フィンランドの毛糸メーカー、ノヴィータの糸に「ソインツ」という名前のものがあります。フィンランド語で、調和、あるいは和音を意味する言葉です。
この名前は、毛糸だけのものではありません。北欧の食器がお好きな方なら、アラビアやイッタラのシリーズにも同じ名前があることをご存じかもしれません。やわらかい響きを持つ言葉なので、さまざまな商品の名前に選ばれてきたようです。

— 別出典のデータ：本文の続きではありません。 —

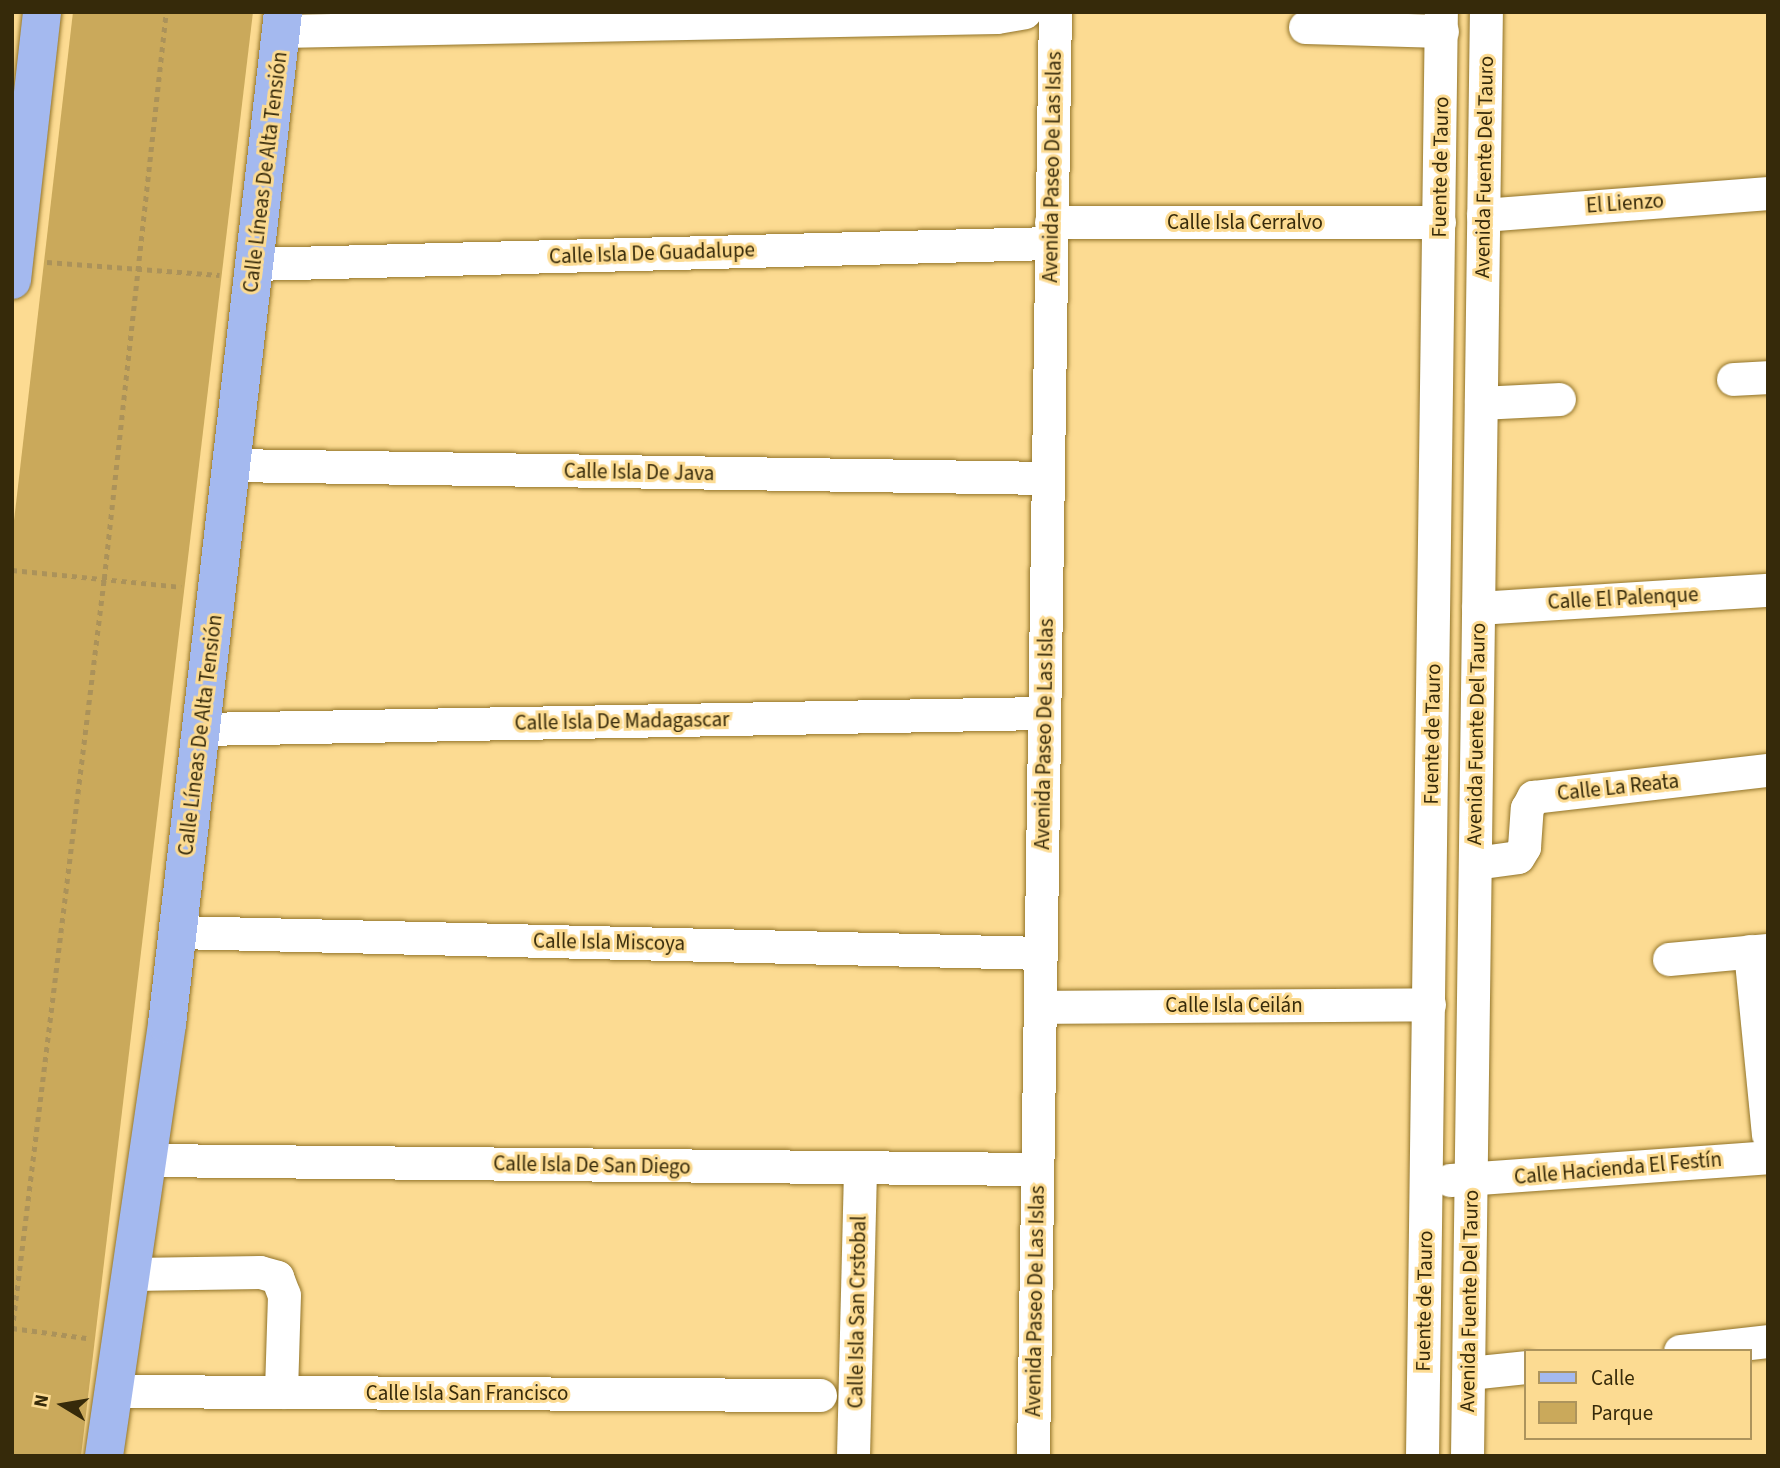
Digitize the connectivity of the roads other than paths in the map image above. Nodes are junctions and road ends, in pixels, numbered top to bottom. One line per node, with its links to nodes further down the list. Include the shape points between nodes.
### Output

北欧のものづくりには、共通した感覚があります。特別な日のためではなく、毎日のなかで使われることを前提にしている点です。食器も、家具も、そして毛糸も同じです。棚に飾って眺めるのではなく、手に取って使う。その気安さが、北欧のものが世界中で長く選ばれてきた理由のひとつでしょう。
毛糸のソインツも、その系譜にあります。コットンにビスコースと少量のウールを合わせた糸で、編み上がった編み地の表面には控えめな艶が出ます。派手な光沢ではなく、普段着として着られる範囲の艶です。50グラムで約120メートル、4mmの針で編めます。
編み上がるまでには、ひと月ほどかかるかもしれません。けれども北欧のものの多くがそうであるように、できあがったものは特別な日を待たずに、明日から着られます。
名前の意味を知ってから編むと、少しだけ手元の景色が変わります。